_What to do_: Would you reproduce all of the entries exactly?
*** Opening Raw data ***
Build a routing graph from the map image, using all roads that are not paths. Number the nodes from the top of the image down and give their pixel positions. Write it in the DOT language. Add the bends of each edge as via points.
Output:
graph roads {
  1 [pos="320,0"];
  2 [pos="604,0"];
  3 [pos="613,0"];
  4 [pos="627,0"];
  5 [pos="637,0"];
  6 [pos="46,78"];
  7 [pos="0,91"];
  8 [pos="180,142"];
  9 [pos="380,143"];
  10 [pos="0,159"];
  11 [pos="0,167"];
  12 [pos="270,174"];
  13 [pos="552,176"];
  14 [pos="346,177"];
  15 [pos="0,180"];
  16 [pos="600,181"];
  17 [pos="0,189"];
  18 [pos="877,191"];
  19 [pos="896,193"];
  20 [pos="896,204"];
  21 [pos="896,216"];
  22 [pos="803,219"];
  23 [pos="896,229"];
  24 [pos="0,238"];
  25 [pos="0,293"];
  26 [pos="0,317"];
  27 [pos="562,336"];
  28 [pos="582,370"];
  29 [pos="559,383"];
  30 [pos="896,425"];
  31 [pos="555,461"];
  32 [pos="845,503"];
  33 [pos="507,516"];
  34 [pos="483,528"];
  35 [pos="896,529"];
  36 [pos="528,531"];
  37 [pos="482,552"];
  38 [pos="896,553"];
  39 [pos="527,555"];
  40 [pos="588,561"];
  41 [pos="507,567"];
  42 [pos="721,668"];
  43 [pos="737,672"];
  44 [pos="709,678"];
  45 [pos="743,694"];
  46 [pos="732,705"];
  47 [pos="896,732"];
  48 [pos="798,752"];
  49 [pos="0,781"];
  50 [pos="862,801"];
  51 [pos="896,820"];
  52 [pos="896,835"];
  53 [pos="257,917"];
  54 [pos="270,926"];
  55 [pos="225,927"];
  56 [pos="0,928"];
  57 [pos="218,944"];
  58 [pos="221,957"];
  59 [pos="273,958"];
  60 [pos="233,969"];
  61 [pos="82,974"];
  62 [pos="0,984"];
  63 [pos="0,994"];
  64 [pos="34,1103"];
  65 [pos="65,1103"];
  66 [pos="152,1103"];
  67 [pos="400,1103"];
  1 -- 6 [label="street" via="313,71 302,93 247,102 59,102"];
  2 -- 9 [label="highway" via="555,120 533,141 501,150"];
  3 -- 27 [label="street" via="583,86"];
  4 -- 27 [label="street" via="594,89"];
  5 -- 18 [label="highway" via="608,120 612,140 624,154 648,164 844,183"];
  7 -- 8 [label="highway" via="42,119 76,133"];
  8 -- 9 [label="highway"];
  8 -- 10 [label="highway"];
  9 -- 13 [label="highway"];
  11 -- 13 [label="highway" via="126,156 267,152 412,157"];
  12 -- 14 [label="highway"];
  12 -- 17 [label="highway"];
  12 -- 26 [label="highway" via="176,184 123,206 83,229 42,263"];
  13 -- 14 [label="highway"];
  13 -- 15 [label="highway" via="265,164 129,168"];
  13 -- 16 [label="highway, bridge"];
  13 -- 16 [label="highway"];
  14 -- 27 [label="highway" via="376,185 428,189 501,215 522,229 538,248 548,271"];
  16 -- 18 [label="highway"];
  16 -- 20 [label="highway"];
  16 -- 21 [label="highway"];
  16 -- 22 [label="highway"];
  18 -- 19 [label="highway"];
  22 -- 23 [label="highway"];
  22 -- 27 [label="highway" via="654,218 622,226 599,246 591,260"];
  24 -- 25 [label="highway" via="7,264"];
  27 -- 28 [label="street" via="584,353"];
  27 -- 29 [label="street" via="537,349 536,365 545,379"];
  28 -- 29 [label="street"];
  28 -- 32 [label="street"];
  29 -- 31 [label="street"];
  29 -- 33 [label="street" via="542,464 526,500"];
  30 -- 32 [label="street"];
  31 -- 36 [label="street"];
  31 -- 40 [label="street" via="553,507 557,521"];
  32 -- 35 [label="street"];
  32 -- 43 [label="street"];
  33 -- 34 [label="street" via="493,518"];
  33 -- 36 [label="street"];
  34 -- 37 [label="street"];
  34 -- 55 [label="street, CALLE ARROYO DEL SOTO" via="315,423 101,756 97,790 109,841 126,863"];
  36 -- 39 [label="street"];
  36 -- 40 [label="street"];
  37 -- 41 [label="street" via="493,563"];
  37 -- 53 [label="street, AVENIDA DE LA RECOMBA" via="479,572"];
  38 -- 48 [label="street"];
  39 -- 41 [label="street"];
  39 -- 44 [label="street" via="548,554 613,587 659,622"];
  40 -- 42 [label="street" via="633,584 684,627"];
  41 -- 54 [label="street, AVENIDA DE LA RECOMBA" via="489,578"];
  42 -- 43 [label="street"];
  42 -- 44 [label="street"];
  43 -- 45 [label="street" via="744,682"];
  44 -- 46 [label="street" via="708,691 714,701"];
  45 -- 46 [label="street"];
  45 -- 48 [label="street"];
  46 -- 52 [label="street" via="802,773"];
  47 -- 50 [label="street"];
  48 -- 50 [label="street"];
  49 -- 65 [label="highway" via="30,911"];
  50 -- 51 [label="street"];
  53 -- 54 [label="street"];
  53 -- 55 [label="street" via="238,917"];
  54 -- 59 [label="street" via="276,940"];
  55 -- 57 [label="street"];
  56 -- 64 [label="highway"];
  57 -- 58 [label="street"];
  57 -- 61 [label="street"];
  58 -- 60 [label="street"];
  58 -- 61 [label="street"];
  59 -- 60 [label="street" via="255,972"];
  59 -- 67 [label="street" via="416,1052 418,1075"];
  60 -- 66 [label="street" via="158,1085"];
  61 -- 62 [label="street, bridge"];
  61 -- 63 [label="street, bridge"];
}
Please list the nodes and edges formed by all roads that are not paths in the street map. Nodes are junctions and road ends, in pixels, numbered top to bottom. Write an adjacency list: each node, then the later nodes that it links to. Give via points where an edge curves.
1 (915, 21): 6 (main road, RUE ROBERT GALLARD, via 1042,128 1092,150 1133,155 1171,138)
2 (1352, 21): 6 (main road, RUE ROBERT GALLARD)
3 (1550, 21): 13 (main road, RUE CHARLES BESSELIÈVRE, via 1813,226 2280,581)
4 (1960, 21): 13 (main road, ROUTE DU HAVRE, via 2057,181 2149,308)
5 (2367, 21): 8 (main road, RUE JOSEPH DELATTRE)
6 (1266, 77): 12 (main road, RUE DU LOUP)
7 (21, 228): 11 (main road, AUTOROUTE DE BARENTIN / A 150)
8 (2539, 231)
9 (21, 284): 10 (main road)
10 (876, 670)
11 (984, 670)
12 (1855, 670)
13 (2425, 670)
*** Closing Raw data ***
_Response to the task_:
Build a routing graph from the map image, using all roads that are not paths. Number the nodes from the top of the image down and give their pixel positions. Write it in the DOT language. Add the bends of each edge as via points.
Output:
graph roads {
  1 [pos="320,0"];
  2 [pos="604,0"];
  3 [pos="613,0"];
  4 [pos="627,0"];
  5 [pos="637,0"];
  6 [pos="46,78"];
  7 [pos="0,91"];
  8 [pos="180,142"];
  9 [pos="380,143"];
  10 [pos="0,159"];
  11 [pos="0,167"];
  12 [pos="270,174"];
  13 [pos="552,176"];
  14 [pos="346,177"];
  15 [pos="0,180"];
  16 [pos="600,181"];
  17 [pos="0,189"];
  18 [pos="877,191"];
  19 [pos="896,193"];
  20 [pos="896,204"];
  21 [pos="896,216"];
  22 [pos="803,219"];
  23 [pos="896,229"];
  24 [pos="0,238"];
  25 [pos="0,293"];
  26 [pos="0,317"];
  27 [pos="562,336"];
  28 [pos="582,370"];
  29 [pos="559,383"];
  30 [pos="896,425"];
  31 [pos="555,461"];
  32 [pos="845,503"];
  33 [pos="507,516"];
  34 [pos="483,528"];
  35 [pos="896,529"];
  36 [pos="528,531"];
  37 [pos="482,552"];
  38 [pos="896,553"];
  39 [pos="527,555"];
  40 [pos="588,561"];
  41 [pos="507,567"];
  42 [pos="721,668"];
  43 [pos="737,672"];
  44 [pos="709,678"];
  45 [pos="743,694"];
  46 [pos="732,705"];
  47 [pos="896,732"];
  48 [pos="798,752"];
  49 [pos="0,781"];
  50 [pos="862,801"];
  51 [pos="896,820"];
  52 [pos="896,835"];
  53 [pos="257,917"];
  54 [pos="270,926"];
  55 [pos="225,927"];
  56 [pos="0,928"];
  57 [pos="218,944"];
  58 [pos="221,957"];
  59 [pos="273,958"];
  60 [pos="233,969"];
  61 [pos="82,974"];
  62 [pos="0,984"];
  63 [pos="0,994"];
  64 [pos="34,1103"];
  65 [pos="65,1103"];
  66 [pos="152,1103"];
  67 [pos="400,1103"];
  1 -- 6 [label="street" via="313,71 302,93 247,102 59,102"];
  2 -- 9 [label="highway" via="555,120 533,141 501,150"];
  3 -- 27 [label="street" via="583,86"];
  4 -- 27 [label="street" via="594,89"];
  5 -- 18 [label="highway" via="608,120 612,140 624,154 648,164 844,183"];
  7 -- 8 [label="highway" via="42,119 76,133"];
  8 -- 9 [label="highway"];
  8 -- 10 [label="highway"];
  9 -- 13 [label="highway"];
  11 -- 13 [label="highway" via="126,156 267,152 412,157"];
  12 -- 14 [label="highway"];
  12 -- 17 [label="highway"];
  12 -- 26 [label="highway" via="176,184 123,206 83,229 42,263"];
  13 -- 14 [label="highway"];
  13 -- 15 [label="highway" via="265,164 129,168"];
  13 -- 16 [label="highway, bridge"];
  13 -- 16 [label="highway"];
  14 -- 27 [label="highway" via="376,185 428,189 501,215 522,229 538,248 548,271"];
  16 -- 18 [label="highway"];
  16 -- 20 [label="highway"];
  16 -- 21 [label="highway"];
  16 -- 22 [label="highway"];
  18 -- 19 [label="highway"];
  22 -- 23 [label="highway"];
  22 -- 27 [label="highway" via="654,218 622,226 599,246 591,260"];
  24 -- 25 [label="highway" via="7,264"];
  27 -- 28 [label="street" via="584,353"];
  27 -- 29 [label="street" via="537,349 536,365 545,379"];
  28 -- 29 [label="street"];
  28 -- 32 [label="street"];
  29 -- 31 [label="street"];
  29 -- 33 [label="street" via="542,464 526,500"];
  30 -- 32 [label="street"];
  31 -- 36 [label="street"];
  31 -- 40 [label="street" via="553,507 557,521"];
  32 -- 35 [label="street"];
  32 -- 43 [label="street"];
  33 -- 34 [label="street" via="493,518"];
  33 -- 36 [label="street"];
  34 -- 37 [label="street"];
  34 -- 55 [label="street, CALLE ARROYO DEL SOTO" via="315,423 101,756 97,790 109,841 126,863"];
  36 -- 39 [label="street"];
  36 -- 40 [label="street"];
  37 -- 41 [label="street" via="493,563"];
  37 -- 53 [label="street, AVENIDA DE LA RECOMBA" via="479,572"];
  38 -- 48 [label="street"];
  39 -- 41 [label="street"];
  39 -- 44 [label="street" via="548,554 613,587 659,622"];
  40 -- 42 [label="street" via="633,584 684,627"];
  41 -- 54 [label="street, AVENIDA DE LA RECOMBA" via="489,578"];
  42 -- 43 [label="street"];
  42 -- 44 [label="street"];
  43 -- 45 [label="street" via="744,682"];
  44 -- 46 [label="street" via="708,691 714,701"];
  45 -- 46 [label="street"];
  45 -- 48 [label="street"];
  46 -- 52 [label="street" via="802,773"];
  47 -- 50 [label="street"];
  48 -- 50 [label="street"];
  49 -- 65 [label="highway" via="30,911"];
  50 -- 51 [label="street"];
  53 -- 54 [label="street"];
  53 -- 55 [label="street" via="238,917"];
  54 -- 59 [label="street" via="276,940"];
  55 -- 57 [label="street"];
  56 -- 64 [label="highway"];
  57 -- 58 [label="street"];
  57 -- 61 [label="street"];
  58 -- 60 [label="street"];
  58 -- 61 [label="street"];
  59 -- 60 [label="street" via="255,972"];
  59 -- 67 [label="street" via="416,1052 418,1075"];
  60 -- 66 [label="street" via="158,1085"];
  61 -- 62 [label="street, bridge"];
  61 -- 63 [label="street, bridge"];
}
Please list the nodes and edges formed by all roads that are not paths in the street map. Nodes are junctions and road ends, in pixels, numbered top to bottom. Write an adjacency list: each node, then the later nodes that it links to. Give via points where an edge curves.
1 (915, 21): 6 (main road, RUE ROBERT GALLARD, via 1042,128 1092,150 1133,155 1171,138)
2 (1352, 21): 6 (main road, RUE ROBERT GALLARD)
3 (1550, 21): 13 (main road, RUE CHARLES BESSELIÈVRE, via 1813,226 2280,581)
4 (1960, 21): 13 (main road, ROUTE DU HAVRE, via 2057,181 2149,308)
5 (2367, 21): 8 (main road, RUE JOSEPH DELATTRE)
6 (1266, 77): 12 (main road, RUE DU LOUP)
7 (21, 228): 11 (main road, AUTOROUTE DE BARENTIN / A 150)
8 (2539, 231)
9 (21, 284): 10 (main road)
10 (876, 670)
11 (984, 670)
12 (1855, 670)
13 (2425, 670)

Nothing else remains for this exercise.